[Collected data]
◆ ◆ ◆ ◆ ◆ ◆ ◆

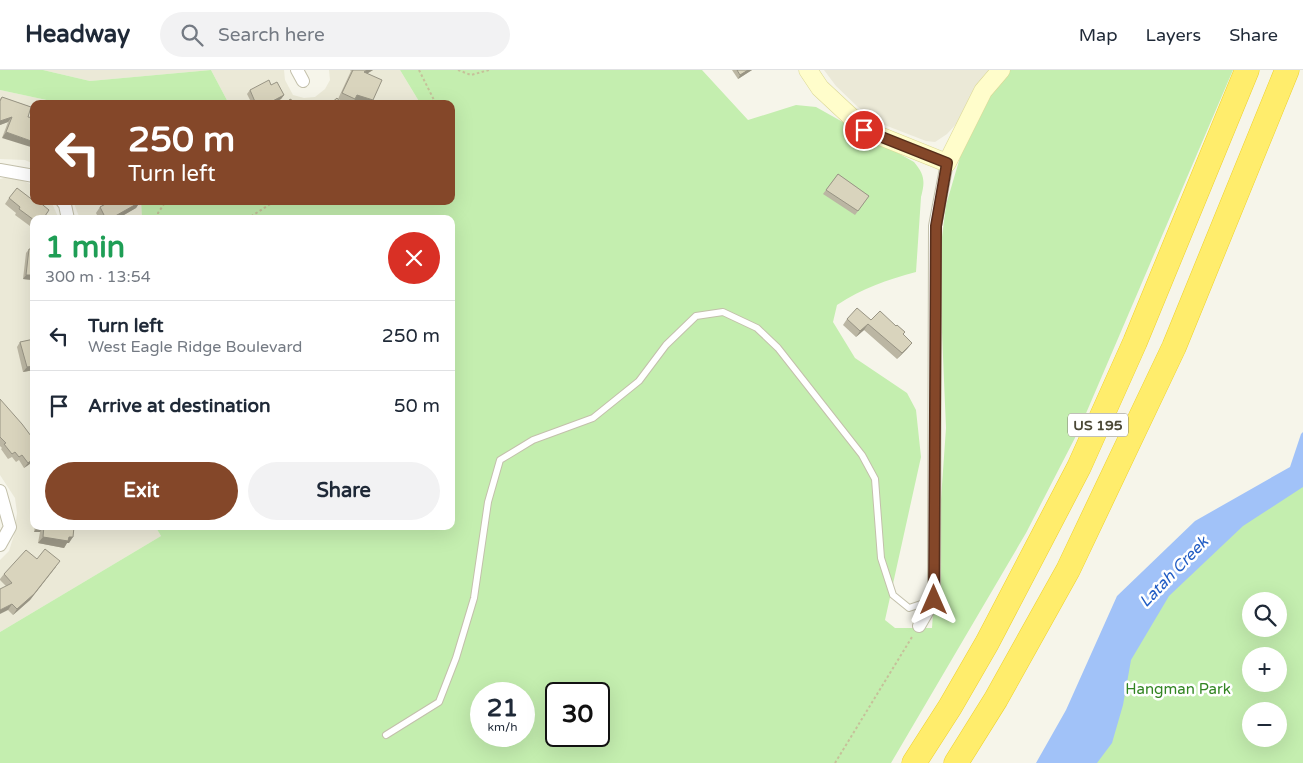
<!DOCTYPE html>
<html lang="en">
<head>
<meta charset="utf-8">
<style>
  body { margin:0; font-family:"Varela Round",sans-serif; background:#f2f2f3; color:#1f2937; height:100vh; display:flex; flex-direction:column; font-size:19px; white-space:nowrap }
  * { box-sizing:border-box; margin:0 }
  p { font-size:16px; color:#747a83 }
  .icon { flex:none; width:28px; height:28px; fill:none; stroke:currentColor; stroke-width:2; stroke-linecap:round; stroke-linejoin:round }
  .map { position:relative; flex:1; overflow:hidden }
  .sheet { position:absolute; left:30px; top:145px; width:425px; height:315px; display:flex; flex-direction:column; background:#fff; border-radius:10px; box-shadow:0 5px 20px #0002 }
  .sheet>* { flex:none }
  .top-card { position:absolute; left:30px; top:30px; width:425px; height:105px; border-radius:10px; box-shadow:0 5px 20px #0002; background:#844729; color:#fff; overflow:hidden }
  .tools { position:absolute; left:1242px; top:522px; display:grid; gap:10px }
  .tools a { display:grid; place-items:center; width:45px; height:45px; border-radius:50%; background:#fff; box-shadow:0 5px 20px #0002; font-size:25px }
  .speed { position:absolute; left:470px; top:612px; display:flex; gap:10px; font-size:25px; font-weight:700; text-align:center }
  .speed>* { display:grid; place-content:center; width:65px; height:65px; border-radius:50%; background:#fff; box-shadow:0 5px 20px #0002; line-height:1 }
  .speed small { font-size:12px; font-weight:400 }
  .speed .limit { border:2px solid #111; border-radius:8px; background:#fff; color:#111 }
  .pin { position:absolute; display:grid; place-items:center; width:42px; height:42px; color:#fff; margin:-21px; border:2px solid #fff; border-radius:50%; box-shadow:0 1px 5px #0007 }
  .me { position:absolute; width:55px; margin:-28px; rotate:0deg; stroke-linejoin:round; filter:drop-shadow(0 0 4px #0008) }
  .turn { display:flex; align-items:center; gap:18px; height:105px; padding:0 15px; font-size:22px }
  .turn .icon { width:65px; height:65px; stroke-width:2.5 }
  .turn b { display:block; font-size:35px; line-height:42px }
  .round { display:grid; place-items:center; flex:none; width:52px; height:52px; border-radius:26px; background:#f2f2f3 }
  .summary { display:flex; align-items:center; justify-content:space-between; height:85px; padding:0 15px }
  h1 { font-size:30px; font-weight:700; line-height:38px; color:#1e9e55 }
  .primary-button { display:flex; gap:10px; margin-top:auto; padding:10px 15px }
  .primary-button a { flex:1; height:58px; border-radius:30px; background:#844729; color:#fff; font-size:20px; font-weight:700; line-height:58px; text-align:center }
  .primary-button a+a { background:#f2f2f3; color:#1f2937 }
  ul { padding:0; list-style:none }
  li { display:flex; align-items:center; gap:15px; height:70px; padding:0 15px; border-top:1px solid #e0e1e3 }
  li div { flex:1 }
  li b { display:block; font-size:19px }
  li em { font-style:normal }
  header { display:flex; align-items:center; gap:30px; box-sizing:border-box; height:70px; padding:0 25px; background:#fff; border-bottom:1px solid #e0e1e3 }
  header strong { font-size:24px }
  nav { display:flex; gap:28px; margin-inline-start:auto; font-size:18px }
  .search { width:350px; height:45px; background:#f2f2f3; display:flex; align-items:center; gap:12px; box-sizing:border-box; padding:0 18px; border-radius:28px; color:#747a83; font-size:19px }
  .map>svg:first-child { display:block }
  .residential { fill:#ebe9d7 }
  .green { fill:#c4eeaf; fill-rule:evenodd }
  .water { fill:#a1c2f8 }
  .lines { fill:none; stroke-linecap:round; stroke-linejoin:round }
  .lane-casing { stroke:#c3c0ab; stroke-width:8 }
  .street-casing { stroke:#c3c0ab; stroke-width:14 }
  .secondary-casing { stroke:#dbd895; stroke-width:19 }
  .highway-casing { stroke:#eed02c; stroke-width:25 }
  .path { stroke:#c6c09a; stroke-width:2; stroke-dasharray:2.5 2.5; stroke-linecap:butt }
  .lane { stroke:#fff; stroke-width:6 }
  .street { stroke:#fff; stroke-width:12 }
  .secondary { stroke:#fffdcb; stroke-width:18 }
  .highway { stroke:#ffed6c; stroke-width:24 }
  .wall { fill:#bbb6a3 }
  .shaded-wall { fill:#989484 }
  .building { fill:#d9d4bd; stroke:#989484 }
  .route-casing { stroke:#562e1b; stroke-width:12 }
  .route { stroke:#844729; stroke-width:9 }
  .labels { text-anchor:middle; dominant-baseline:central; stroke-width:5; stroke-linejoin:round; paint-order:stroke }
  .shield { fill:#fff; stroke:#817f72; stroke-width:1 }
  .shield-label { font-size:14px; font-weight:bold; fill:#4b4836 }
  .park-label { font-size:15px; fill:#328522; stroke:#fff }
  .water-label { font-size:16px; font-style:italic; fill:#225dc4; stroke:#fff }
</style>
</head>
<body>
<header>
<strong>Headway</strong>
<div class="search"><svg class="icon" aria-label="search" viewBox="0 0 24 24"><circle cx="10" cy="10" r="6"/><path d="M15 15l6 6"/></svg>Search here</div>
<nav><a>Map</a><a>Layers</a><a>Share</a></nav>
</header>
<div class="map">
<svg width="1303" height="693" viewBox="0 0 1303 693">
  <rect width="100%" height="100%" fill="#f6f5ea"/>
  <!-- residential -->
  <g class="residential">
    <path d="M43,0h241l1,10 8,15 11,3 11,-1 10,-8 5,-9 -1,-10h71l20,33 -191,1 -18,-34 -121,11z"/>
    <path d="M824,0h166l-17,24 -16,29 -10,11 -12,8 -9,-1 -44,-17 -24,-17 -22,-21z"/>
    <path d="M0,20l65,14h-31v60l-9,-4 -25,-1z"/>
    <path d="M8,107l14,3 12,6v15h17l8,18h-25v307h121l6,10 -161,96v-72l9,-9 5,-16 3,-22 -2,-15 -15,-23v-296z"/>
    <path d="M73,131h68l1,18h-62z"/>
  </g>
  <!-- green -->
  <g class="green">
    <path d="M0,0h43l47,11 121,-11 18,34h-164l-65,-14z"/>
    <path d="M400,0h302l46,50 48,-15 20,2 98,55c11,13 11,20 7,35l-5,75c-30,8 -53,16 -79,33l-4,17 22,36 52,35 9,17 5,47 -36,163 10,8h37l14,-200 -7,-167 7,-56 20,-68 17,-32 25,-35h225l-155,362 -52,101 -135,230h-891v-131l161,-96 -6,-10h296v-307h-309l-1,-18h310v-97h-32l1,-1zM481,624h43v42h-43zM556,624h43v42h-43z"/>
    <path d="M1303,403v290h-238l75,-157zM1251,531h28v28h-28zM1251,586h28v28h-28zM1251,641h28v28h-28z"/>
  </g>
  <!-- water -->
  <path class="water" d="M1303,362v55l-60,39 -74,70 -38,64 -8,45 -11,38 -15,20h-61l30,-53 51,-114 78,-75 95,-54 11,-33z"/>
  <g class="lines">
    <defs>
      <path id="lane" d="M386,665l53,-33 17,-44 18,-60 14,-96 12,-42 33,-20 60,-22 46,-37 27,-36 30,-29 27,-4 34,16 21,20 84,107 13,24 6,79 12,37 16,13 24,-8"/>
      <g id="street">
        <path d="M297,0l6,11"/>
        <path d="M0,100l34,6"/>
        <path d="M62,131l3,4 3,14"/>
        <path d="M0,421l10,36 -10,18"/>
        <path d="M919,556l15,-26 1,-374 12,-63"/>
      </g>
      <path id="secondary" d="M808,0l12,18 45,42 82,33 36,-72 18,-21"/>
      <g id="highway">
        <path d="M914,693l36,-56 37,-64 92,-176 56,-125 112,-272"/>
        <path d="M956,693l40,-64 72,-129 106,-223 113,-277"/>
      </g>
    </defs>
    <!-- lane casing -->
    <use href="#lane" class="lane-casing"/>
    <!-- street casing -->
    <use href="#street" class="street-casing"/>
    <!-- secondary casing -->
    <use href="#secondary" class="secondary-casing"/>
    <!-- highway casing -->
    <use href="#highway" class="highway-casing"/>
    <!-- path -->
    <g class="path">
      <path d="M419,0l17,34"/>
      <path d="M458,0l13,5 18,-5"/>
      <path d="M158,149v-6l8,-12"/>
      <path d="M247,149l28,-18"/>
      <path d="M835,693l77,-126"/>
    </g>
    <!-- lane -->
    <use href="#lane" class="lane"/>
    <!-- street -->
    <use href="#street" class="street"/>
    <!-- secondary -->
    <use href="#secondary" class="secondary"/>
    <!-- highway -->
    <use href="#highway" class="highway"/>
  </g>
  <!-- wall -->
  <g class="wall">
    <path d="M350,0h23l-5,3 5,27 -3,4h-8l-8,-3 -2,3h-4l-10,-5 13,-28z"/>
    <path d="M732,0h20l-14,9z"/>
    <path d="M271,15l13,10 -3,4 -9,5h-20l-5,-10 3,-4z"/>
    <path d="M2,27l29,10 -29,31 6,-16 -8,3v-26z"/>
    <path d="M838,104l31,22 -14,19 -32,-21z"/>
    <path d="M9,128l27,4 -2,17v10l-19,-14 1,-2 -11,-9z"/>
    <path d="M106,131h34v1l-4,6 -19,11h-18l-3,-6 4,-6 7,-3z"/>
    <path d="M29,179h5v39h-3l1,-8 -9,-1 3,-26z"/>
    <path d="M847,249l24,1 25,6 9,6 -2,3 9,8 -5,6 -10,10 -33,-29 -8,7 -13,-12z"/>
    <path d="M20,272l14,28 -11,2 -6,-25z"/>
    <path d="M0,329l34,62 -10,7 -5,-8 -3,2 -4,-5 -4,2 -7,-10 1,-1 -2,-2z"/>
    <path d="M34,425v15l-3,-12z"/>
    <path d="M35,456h36l-2,17h-2l-3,5 -26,-5 2,-11h-6z"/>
    <path d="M37,489l19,8 -26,33 -17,15 -5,-5 -2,-24 -6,-6v-1l4,-5z"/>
  </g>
  <!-- shaded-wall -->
  <g class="shaded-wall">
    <path d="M367,0h6l-13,8 4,-6z"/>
    <path d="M748,0h4l-14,9 2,-4z"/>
    <path d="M284,25l-3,4 -9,5h-5z"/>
    <path d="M357,25l16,5 -3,4h-8l-8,-3z"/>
    <path d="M12,47l-4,5 -8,3v-4z"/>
    <path d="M6,62l28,10v6l-32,-10z"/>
    <path d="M140,132l-4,6 -19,11h-7z"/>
    <path d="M26,205h8v2l-2,3 -9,-1z"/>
    <path d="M868,254l-4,6 -8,7 4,-6z"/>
    <path d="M912,273l-5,6 -10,10 5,-6z"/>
    <path d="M34,296v4l-11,2 4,-5z"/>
    <path d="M34,388v3l-10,7 4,-5z"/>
    <path d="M38,456h6l-4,6h-6z"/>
    <path d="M43,467h30l-4,6h-2l-3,5 -26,-5z"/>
    <path d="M60,491l-30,39 -17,15 4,-6z"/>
    <path d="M12,534l-4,6 -8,4v-4z"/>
  </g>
  <!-- building -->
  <g class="building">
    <path d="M353,0h14l-3,2 18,8 -9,20 -16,-5 -2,4 -13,-6z"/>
    <path d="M737,0h11l-8,5z"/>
    <path d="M269,10l2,5 6,-3 7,13 -17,9h-11l-6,-14z"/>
    <path d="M2,27l29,10 -3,10 6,1v24l-28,-10 6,-15 -12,4v-20z"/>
    <path d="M337,28l5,6h-12z"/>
    <path d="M290,29l8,5h-11z"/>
    <path d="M838,104l31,22 -11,15 -32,-21z"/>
    <path d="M17,118l17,13 2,1 2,-1 11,9 -6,9h-9v1l-15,-11 1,-2 -11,-9z"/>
    <path d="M111,131h29v1l-30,17h-4l-6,-12z"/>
    <path d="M29,179h5v26h-8z"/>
    <path d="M857,238l14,12 9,-9 16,15 1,-1 8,7 -2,2 9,9 -10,10 -34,-29 -8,7 -13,-12z"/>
    <path d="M34,269v27l-7,1 -7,-25z"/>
    <path d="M0,329l22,25 12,16v18l-6,5 -6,-8 -3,2 -4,-5 -3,2 -8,-10 2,-1 -6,-6z"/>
    <path d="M44,456h27l3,1 -1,10h-4l-1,4 -25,-4z"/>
    <path d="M45,479l15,12 -26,33 -17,15 -5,-5 -12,6v-21l12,-6 -8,-9 22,-24 11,9z"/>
  </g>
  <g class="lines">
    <defs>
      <path id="route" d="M864,60l83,33 -11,63 -2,374"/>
    </defs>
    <!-- route casing -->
    <use href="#route" class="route-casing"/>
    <!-- route -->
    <use href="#route" class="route"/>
  </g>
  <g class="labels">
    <!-- shield labels -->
    <rect class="shield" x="1068" y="343.5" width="60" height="23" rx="4"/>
    <g class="shield-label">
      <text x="1098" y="355">US 195</text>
    </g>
    <!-- park labels -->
    <g class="park-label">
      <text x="1178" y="619">Hangman Park</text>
    </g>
    <!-- water labels -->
    <g class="water-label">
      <text transform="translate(1174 502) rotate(-46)">Latah Creek</text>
    </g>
  </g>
</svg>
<div class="tools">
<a><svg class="icon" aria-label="search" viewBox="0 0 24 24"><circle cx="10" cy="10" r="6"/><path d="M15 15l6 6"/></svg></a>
<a>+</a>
<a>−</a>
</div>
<div class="speed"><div>21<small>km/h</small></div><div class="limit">30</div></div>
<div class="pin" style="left:864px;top:60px;background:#d93025"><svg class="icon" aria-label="arrive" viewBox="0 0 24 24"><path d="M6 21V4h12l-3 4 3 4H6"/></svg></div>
<svg class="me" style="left:934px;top:530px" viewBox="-20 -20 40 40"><path d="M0-17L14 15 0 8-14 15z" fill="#844729" stroke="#fff" stroke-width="4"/></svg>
<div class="top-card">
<div class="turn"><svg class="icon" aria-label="left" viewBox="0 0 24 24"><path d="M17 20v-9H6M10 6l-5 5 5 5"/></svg><div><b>250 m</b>Turn left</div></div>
</div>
<section class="sheet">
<div class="summary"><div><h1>1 min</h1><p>300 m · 13:54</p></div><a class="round" style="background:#d93025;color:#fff"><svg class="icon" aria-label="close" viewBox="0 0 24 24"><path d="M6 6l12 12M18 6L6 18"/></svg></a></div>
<ul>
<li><svg class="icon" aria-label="left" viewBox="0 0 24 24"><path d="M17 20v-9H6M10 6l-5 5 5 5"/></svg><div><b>Turn left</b><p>West Eagle Ridge Boulevard</p></div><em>250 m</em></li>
<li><svg class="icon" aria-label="arrive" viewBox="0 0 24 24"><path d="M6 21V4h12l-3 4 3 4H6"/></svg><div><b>Arrive at destination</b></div><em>50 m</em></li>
</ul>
<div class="primary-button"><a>Exit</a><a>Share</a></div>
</section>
</div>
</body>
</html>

◆ ◆ ◆ ◆ ◆ ◆ ◆

# TASK ITEM
Find the count of lines in the data above where the word "speed" occurs, and write down only that count.

# SOLUTION TO THIS PROBLEM
5